? 関係法規
船舶に関する法律としては、船舶法、船舶のトン数の測度に関する法律、造船法、漁船法などの行政的法規と、船舶安全法、海上衝突予防法、海上交通安全法、港則法などの航行安全に対する技術法規とがある。膨脹式救命いかだの整備技術者に必要なのは後者の方であり、船舶安全法は船の構造、設備の面からの安全取締法規であるのに対し、海上衝突予防法、海上交通安全法、港則法は船の運航上の安全取締法規である。特に整備業務に密接な関係があるのは船舶安全法である。
1. 船舶安全法とSOLAS条約
1912年4月14日米国へ向け処女航海中の英国の豪華客船タイタニック号(46328総トン)が北大西洋のニューファウンド島の沖で氷山に衝突して沈没し、乗客等2208人中1503人の犠牲者を出した海難事故を契機として、船体構造、救命設備、信号方式等について船舶の安全基準の国際的統一を図る気運が生じ、1914年に「海上における人命の安全のための国際条約(SOLAS条約と称す)」が締結された。その後第1次世界大戦の動乱期を経て、1929年に第1次の条約改正が行われ、わが国も船舶の安全取締りに関する法規を統一するため、1933年(昭和8年)3月に現行「船舶安全法」が制定公布された。現在の船舶救命設備規則は、1948年に引続き、1960年の第3次改正SOLASに基づいて定められたものであるが昭和55年5月に60年条約に代わる条約として1974年SOLAS条約が発効したことにともない国内法規も一部改正が行われた。さらに昭和61年7月、1974年SOLAS条約の1983年改正により救命設備規則が大幅に改正された。
IMO決議A.761(18)(1998年11月4日採択)の主要な整備部分の概要(仮訳)は次のとおりである。
(1) GIテスト(ガス膨脹試験 Cas Inflation Test)は5年毎の間隔で実施され、ガス膨脹テストを行う場合はとくに安全弁の効力に注意をしなければならない。
(2) 全ての救命いかだは外観検査の結果必要でないと認められた場合を除いて製造後10年経過後、毎年次頁に記載されたNAPテスト(必要追加圧力テストNecessary Additional Pressure Test)を受けなければならない。使用圧力の繊維張力を得るために十分の間隔をおいた後、救命いかだは1時間以上の圧力テストを受けなければならない。この間の圧力低下は使用圧力の5%以下でなければならない。

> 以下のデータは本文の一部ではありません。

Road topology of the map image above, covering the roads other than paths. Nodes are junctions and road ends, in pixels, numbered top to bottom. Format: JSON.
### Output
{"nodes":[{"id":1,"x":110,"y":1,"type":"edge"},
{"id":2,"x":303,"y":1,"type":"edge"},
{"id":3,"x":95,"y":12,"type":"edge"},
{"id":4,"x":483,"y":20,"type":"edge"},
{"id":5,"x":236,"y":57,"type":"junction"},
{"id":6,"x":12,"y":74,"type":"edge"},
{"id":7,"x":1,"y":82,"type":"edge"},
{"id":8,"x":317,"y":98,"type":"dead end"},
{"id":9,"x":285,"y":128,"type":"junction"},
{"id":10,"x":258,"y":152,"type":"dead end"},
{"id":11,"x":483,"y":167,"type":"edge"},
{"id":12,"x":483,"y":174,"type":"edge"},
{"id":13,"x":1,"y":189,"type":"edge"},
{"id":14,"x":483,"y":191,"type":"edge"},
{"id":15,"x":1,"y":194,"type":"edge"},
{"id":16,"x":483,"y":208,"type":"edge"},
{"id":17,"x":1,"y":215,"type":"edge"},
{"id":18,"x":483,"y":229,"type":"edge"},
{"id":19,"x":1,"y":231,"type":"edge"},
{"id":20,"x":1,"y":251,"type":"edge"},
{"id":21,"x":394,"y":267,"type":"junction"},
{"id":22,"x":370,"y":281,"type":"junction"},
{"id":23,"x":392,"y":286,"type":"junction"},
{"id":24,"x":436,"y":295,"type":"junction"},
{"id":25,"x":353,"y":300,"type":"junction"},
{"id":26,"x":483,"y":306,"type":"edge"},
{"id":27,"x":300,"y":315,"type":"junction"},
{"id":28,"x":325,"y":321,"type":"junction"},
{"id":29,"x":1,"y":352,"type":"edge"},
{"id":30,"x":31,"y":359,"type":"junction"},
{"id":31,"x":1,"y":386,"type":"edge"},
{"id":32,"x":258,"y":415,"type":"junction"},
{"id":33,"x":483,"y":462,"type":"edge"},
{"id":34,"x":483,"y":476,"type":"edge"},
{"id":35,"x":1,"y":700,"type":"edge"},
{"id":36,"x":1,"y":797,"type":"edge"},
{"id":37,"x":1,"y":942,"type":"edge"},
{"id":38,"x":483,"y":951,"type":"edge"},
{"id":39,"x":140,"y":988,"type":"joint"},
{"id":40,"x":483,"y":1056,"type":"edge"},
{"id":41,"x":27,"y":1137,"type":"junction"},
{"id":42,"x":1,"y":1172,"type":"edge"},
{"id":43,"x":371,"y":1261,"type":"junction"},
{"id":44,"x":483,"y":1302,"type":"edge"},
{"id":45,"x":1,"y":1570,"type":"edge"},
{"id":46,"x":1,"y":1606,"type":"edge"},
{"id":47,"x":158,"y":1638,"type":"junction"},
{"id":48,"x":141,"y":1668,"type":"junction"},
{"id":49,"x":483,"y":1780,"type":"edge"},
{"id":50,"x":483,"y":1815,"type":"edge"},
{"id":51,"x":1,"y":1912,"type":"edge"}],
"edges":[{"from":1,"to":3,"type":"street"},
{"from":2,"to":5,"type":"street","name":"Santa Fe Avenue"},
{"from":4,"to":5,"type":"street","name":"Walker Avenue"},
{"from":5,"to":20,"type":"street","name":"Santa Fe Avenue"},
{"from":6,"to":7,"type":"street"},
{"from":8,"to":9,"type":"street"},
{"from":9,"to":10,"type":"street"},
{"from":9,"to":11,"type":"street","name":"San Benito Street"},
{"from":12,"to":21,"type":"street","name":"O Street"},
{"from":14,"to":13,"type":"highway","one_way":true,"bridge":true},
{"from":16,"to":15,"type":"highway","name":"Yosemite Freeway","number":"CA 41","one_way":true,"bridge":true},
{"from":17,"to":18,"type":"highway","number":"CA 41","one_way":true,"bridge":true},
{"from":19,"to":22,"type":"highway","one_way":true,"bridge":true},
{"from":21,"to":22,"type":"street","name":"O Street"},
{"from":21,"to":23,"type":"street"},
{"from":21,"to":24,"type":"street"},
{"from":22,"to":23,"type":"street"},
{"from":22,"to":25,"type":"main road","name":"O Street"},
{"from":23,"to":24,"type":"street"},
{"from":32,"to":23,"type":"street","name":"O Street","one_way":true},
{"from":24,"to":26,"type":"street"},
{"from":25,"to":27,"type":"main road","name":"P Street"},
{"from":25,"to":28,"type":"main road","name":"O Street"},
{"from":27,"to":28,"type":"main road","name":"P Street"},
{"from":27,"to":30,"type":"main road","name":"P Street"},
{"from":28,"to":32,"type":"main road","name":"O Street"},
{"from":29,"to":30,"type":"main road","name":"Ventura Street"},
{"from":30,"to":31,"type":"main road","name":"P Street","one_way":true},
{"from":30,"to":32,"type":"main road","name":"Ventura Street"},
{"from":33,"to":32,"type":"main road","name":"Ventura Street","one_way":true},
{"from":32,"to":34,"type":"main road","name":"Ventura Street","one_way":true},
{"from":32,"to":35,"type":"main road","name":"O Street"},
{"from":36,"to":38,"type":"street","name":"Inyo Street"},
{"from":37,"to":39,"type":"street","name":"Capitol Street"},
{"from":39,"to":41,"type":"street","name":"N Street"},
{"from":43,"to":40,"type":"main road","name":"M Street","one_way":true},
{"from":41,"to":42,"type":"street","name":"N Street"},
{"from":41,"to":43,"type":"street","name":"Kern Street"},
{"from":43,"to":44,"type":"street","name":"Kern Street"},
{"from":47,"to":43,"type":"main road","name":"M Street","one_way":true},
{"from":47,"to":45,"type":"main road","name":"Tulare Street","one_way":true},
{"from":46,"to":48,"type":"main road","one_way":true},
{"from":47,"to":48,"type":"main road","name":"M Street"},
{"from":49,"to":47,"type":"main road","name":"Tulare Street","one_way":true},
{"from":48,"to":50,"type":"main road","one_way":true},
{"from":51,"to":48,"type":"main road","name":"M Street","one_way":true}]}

(3) GIテスト又はNAPテストが要求されない場合は、救命いかだをコンテナ又は格納箱から取り出し、保持索があればそれを取りはずし、乾燥した圧縮空気により救命いかだを膨脹させ、少なくとも使用圧力又は製造者の整備規程で定める圧力が高い場合はその圧力で使用圧力テスト(WPテスト、Working Pressure Test)を実施しなければならない。
(4) 床気室と浮力室の縫い目のずれ及び端部の持ち上がりをチェックしなければならない。
(5) 縫い目が支持されないような装置により整備場の床から適当な高さに浮力室を支え、75kg以上の体重の人間が床気室の周囲を一回り歩行又は這って回り、縫い目を再度チェックしなければならない。